Exercise objective »
Each line with the string "gsave" is to be copied from the records below.

[Stored data entries]
-*-*-
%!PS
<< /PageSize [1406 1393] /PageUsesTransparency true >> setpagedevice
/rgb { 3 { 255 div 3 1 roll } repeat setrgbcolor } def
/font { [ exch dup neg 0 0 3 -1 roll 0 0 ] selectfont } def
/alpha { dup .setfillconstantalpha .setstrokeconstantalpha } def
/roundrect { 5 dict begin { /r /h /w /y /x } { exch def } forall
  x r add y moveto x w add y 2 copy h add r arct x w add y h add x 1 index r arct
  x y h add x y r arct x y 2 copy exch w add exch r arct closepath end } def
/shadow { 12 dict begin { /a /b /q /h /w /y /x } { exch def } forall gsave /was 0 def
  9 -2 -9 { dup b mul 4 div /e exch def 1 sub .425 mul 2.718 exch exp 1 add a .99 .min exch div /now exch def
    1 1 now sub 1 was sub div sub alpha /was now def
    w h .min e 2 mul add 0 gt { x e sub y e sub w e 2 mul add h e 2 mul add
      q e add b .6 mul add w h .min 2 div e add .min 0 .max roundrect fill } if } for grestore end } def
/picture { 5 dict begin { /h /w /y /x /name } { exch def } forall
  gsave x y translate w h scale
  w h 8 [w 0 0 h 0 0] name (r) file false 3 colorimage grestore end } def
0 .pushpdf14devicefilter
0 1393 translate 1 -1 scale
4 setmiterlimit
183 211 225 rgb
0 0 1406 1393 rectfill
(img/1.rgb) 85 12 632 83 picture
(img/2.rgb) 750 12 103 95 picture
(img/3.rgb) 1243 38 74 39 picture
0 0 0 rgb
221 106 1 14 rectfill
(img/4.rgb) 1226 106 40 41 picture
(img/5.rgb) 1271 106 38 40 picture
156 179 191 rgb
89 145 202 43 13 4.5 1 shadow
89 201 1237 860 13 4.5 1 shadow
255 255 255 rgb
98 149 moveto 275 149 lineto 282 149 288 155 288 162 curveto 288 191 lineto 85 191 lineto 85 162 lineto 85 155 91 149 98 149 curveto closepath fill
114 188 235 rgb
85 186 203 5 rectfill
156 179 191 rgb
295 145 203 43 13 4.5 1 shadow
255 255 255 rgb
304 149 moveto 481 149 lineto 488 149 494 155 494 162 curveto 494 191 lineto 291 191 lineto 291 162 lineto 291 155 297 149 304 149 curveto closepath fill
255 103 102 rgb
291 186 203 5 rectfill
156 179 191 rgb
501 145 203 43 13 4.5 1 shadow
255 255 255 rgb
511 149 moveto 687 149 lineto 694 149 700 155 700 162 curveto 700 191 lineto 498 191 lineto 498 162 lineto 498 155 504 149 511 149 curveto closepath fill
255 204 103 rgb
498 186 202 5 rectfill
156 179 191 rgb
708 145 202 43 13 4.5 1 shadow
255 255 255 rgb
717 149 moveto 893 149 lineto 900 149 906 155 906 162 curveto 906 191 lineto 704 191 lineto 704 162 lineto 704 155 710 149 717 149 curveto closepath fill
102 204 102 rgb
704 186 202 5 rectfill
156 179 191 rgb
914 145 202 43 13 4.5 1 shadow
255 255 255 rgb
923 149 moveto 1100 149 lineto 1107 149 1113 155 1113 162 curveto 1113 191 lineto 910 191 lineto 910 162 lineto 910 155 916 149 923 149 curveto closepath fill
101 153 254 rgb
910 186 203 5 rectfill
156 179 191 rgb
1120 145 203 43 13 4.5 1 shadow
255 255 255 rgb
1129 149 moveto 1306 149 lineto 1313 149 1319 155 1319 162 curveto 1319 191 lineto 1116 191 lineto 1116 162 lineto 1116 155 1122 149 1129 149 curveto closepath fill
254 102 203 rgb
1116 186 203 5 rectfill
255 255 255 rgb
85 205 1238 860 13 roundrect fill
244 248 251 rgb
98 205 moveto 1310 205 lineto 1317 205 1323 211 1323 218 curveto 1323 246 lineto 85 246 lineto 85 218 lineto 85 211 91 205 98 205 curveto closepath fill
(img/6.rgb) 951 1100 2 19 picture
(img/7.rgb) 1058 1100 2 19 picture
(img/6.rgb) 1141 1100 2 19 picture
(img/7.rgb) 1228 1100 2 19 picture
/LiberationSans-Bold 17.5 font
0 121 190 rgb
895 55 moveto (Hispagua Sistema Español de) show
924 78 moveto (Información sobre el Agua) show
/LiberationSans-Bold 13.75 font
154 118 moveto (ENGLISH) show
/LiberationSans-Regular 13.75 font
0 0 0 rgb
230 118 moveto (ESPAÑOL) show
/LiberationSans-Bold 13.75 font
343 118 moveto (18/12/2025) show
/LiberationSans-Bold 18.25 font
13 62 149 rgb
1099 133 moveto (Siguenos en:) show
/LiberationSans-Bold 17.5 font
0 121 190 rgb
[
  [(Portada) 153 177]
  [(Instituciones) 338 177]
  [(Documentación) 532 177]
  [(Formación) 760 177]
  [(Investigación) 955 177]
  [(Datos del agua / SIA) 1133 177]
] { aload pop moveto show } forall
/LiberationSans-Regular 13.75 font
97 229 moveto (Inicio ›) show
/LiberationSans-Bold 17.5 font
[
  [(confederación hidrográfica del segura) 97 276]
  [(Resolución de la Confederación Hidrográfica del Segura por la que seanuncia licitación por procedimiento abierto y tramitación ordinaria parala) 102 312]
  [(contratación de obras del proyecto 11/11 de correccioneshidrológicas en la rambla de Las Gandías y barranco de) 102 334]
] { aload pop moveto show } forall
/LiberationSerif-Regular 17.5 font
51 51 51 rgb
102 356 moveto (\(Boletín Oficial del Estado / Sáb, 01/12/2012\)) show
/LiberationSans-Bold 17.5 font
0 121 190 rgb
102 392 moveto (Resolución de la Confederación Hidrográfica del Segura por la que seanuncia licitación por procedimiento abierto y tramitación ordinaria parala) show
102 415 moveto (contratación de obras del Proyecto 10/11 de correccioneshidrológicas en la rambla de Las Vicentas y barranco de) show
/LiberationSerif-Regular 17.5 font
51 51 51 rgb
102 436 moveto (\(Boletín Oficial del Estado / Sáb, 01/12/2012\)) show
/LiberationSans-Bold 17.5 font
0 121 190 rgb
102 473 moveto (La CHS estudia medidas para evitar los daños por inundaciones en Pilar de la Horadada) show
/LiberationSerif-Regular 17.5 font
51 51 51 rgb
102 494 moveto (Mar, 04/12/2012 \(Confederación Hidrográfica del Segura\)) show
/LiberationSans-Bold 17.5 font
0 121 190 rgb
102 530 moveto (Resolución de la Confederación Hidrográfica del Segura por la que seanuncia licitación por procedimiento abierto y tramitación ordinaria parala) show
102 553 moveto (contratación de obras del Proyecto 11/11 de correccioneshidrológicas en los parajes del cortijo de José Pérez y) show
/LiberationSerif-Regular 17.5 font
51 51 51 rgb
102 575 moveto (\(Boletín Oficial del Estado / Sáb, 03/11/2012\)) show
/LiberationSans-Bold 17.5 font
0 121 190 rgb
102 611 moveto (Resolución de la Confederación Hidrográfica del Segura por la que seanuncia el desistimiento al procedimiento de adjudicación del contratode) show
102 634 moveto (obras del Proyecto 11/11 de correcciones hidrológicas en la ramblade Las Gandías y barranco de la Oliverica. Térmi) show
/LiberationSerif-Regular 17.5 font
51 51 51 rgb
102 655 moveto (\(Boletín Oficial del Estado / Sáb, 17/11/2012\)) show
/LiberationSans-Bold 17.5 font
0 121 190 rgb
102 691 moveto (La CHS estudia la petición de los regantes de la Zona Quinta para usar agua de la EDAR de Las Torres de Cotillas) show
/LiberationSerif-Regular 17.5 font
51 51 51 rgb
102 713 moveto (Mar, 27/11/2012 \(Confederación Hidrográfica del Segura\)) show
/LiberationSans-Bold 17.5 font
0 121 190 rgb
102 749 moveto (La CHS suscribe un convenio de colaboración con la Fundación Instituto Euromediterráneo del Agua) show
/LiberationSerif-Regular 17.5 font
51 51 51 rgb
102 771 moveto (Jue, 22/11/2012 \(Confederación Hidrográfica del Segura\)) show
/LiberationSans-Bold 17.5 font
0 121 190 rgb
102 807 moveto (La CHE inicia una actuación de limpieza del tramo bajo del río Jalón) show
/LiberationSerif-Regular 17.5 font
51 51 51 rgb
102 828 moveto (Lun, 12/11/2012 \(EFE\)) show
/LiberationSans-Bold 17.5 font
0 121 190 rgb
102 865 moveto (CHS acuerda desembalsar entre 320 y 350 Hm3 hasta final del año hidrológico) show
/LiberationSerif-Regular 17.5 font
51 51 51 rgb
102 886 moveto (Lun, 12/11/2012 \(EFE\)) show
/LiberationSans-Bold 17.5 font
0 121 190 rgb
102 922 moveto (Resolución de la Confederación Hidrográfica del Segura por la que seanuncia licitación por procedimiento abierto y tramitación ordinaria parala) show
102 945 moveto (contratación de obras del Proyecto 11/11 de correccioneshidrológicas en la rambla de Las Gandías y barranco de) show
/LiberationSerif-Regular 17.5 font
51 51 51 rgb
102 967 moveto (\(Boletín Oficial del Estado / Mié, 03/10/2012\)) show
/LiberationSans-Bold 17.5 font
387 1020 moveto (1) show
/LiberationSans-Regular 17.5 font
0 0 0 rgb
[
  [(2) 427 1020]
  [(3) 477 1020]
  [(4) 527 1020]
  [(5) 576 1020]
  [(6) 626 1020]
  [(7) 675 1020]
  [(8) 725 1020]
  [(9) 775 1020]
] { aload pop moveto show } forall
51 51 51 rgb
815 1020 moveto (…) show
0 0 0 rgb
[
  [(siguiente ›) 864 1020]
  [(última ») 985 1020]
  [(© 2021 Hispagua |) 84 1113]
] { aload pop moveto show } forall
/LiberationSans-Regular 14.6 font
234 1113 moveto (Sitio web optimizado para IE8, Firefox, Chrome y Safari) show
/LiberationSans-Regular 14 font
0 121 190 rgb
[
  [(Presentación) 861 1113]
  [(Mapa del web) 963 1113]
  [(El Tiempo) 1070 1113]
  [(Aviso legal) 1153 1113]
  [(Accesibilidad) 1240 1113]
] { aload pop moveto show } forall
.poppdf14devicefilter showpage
-*-*-
Problem solution »
/shadow { 12 dict begin { /a /b /q /h /w /y /x } { exch def } forall gsave /was 0 def
  gsave x y translate w h scale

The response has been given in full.